This is an artist’s interpretation of the original handwritten pages that Antoine de Saint-Exupéry created when he wrote the book, The Little Prince. Says film director, Mark Osborne who was approached to adapt the classic 1943 children’s story into a computer-animated film: “No. I said you can’t make a big movie out of this little book. It’ll break.” Instead he came up the idea of another movie in which The Little Prince would be at the centre of the story. That move, titled The Magic Suitcase, is about a young girl who grows up in a dystopian future where obeying rules deprive people of spontaneity and imagination. Then she meets an old, eccentric aviator who tells her the story of The Little Prince. And the girl imagines Prince’s story in stop-motion animation. Reminiscing the project, Osborne says, “The first time I pitched it (The Little Prince), it was to an Italian film financier. She was an executive for an Italian film company that we were talking to. I pulled the book out, I handed it to her and she started bawling. She was apologizing to me and reaching for tissues in her purse and it was like proof positive.”
French poet and writer Antonine de Saint Expuery was also a real-life pilot. He wrote the book while staying at a hotel in New York, drawing on his own experience as a pilot. Many people are charmed by the book’s drawings as well as the simplicity of the language. The Little Prince remains one of the most translated books ever, a modern classic that is both a fairy tale and a philosopher’s tale.
The book’s central message is that the simplest things in life are the most important. Saint-Exupéry wanted to share his thoughts about the folly of mankind and the simple wisdom that adults forget when they grow up.
“All grown-ups were once children…but only few of them remember it.”
In every chapter of the book, Prince meets a different hero who can be seen as absurd from the adult world. In the opening chapter, the narrator recounts a story he read when he was six. It is about a boa constrictor which swallowed an elephant. As a child, the narrator explains, he tried to picture the terrifying scene (below) but adults saw that there was nothing to be scared of; it was just a hat.

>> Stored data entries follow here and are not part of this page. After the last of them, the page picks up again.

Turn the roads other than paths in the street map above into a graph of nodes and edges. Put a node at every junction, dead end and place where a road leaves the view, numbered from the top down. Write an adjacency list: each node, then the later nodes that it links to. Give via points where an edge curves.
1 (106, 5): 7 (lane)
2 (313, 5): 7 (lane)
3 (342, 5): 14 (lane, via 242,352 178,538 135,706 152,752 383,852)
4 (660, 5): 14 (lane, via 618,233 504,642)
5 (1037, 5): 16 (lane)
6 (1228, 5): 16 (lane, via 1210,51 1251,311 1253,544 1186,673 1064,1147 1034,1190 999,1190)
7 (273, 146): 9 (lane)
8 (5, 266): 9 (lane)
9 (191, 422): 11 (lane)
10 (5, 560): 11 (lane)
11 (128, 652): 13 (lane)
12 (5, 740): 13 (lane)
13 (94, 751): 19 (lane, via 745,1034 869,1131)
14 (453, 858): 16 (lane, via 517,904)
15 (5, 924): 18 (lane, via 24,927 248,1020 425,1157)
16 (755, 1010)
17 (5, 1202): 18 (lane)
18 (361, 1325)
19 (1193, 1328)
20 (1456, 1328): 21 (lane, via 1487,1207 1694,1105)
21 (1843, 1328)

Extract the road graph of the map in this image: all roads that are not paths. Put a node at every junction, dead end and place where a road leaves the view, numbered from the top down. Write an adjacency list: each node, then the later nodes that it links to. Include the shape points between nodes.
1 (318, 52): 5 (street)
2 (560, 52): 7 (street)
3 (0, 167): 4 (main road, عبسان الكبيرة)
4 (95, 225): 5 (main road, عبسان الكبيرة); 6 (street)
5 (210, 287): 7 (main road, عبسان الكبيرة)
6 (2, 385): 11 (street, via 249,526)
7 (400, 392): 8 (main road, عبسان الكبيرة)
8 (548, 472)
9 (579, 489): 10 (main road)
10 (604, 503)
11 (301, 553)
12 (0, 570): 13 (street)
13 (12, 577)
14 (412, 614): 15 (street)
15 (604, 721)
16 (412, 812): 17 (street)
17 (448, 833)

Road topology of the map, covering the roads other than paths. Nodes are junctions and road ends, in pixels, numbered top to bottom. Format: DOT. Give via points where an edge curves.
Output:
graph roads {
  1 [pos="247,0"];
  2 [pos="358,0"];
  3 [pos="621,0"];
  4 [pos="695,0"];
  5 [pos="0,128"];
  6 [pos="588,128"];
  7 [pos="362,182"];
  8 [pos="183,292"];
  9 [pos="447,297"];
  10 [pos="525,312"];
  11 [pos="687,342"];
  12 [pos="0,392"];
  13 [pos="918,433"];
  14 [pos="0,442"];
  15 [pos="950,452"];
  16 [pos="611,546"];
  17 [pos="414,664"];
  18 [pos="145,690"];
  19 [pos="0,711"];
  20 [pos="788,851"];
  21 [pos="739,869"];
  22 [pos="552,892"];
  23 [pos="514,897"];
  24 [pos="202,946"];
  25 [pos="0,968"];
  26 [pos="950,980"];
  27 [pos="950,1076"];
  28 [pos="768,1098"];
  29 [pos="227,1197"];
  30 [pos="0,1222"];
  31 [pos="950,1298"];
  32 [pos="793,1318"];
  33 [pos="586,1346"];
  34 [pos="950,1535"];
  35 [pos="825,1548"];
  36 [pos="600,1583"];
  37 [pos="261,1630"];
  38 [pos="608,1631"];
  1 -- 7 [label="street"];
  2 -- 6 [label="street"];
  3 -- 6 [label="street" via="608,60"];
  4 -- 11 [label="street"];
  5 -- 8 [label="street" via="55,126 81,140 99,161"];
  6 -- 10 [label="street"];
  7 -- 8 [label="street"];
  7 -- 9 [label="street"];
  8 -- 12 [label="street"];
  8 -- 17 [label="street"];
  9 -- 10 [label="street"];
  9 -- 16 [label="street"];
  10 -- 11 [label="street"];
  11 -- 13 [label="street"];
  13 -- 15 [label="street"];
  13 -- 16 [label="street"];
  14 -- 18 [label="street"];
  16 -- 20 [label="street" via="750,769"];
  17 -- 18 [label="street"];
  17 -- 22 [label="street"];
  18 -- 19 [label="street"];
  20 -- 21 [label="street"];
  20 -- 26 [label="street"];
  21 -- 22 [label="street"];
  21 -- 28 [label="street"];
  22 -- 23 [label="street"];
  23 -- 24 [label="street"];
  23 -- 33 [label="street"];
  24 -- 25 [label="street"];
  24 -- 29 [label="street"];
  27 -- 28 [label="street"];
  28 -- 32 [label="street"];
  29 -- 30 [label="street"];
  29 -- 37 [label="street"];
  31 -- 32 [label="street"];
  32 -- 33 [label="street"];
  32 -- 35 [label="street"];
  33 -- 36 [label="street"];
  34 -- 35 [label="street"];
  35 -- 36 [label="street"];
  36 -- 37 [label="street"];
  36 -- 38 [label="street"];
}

Exasperated, the child then drew an “x-ray” picture of the snake’s swollen belly, “so the grown-ups could understand. They always need explanations.”
With this little parable, Saint-Exupéry depicts grown-ups as dull, unimaginative and like Isaiah Berlin’s metaphor of the hedgehog, stubbornly sure that their worldview is the only possible one. He depicts children on the other hand as open and sensitive to the mysteries and beauty of the world.
As the story continue, the narrator, now an adult, has grown up to be a pilot. Then one day, he crashed in a desert with no sign of civilization. Yet, the pilot remained irrepressibly optimistic and see something good even in the desert.
“The desert is beautiful.”
While struggling to fix his plane, the pilot meets the Little Prince, a young boy with golden hair out of nowhere. Over the next eight days, Prince tells vivid stories of his home, a faraway asteroid, his adventures on other planets, and how he fell to Earth.
The stories Prince tell are richly symbolic and hold many lessons. Perhaps the most important lesson is the wisdom of knowing how to deal with the ephemeral versus the eternal. Prince loves a flower on his home planet, but he has to leaveit behind when he explores the universe. He learns from a geographer that his flower is ephemeral but also learns from his friend, the fox, that once you have “tamed” something and made it yours, it is eternal. So Prince befriends the rose and it now lives forever in his heart.
Prince also tells the story of a man on a tiny planet who forgot to look after his bushes. As a result, bad seeds grew into powerful baobabs that could not be cut down. Soon trees were dying on his planet and destroyed it. After listening to this gripping tale, the narrator responds, “Children, watch out for the baobabs!”, an indictment of the indifference that grown-ups display towards things that truly matter.
Some people read The Little Prince as an oblique reference to the teachings of the Bible. In particular, the wisdom of children that the book focuses resonates with Matthew 18:3 in the New Testament: “Unless you change and become like little children, you will never enter the kingdom of heaven.”
Prince tells the pilot, “The important thing is what can’t be seen …” This could be interpreted as the wisdom of imagination of which children have in abundance. But it also recalls Jesus’ words to his doubting disciple, Thomas: “Because you have seen me, you have believed. Blessed are those who have not seen and yet have believed” (John 20:29).
Prince is afraid to grow up, but he finally realizes that growing up is a good thing, as long as you keep the magic of a child. The last image of the book shows a desert landscape with only one star, with the narrator prodding the reader to find a child if he or she ever sees such a landscape.
I have read The Little Prince more than once and I will re-read it again, for the elegance of its writing, for its enchanting fairy tale imagery, for its abiding optimism, and perhaps most important of all, to “find my way” in a world where grown-ups have lost their innocence and imagination.
“All men have stars, but they are not the same things for different people.”
In 1944, Saint-Exupéry disappeared while on a wartime reconnaissance flight over Europe. The wreckage of his plane was discovered at sea almost exactly 60 years later, but what happened to him remains a mystery.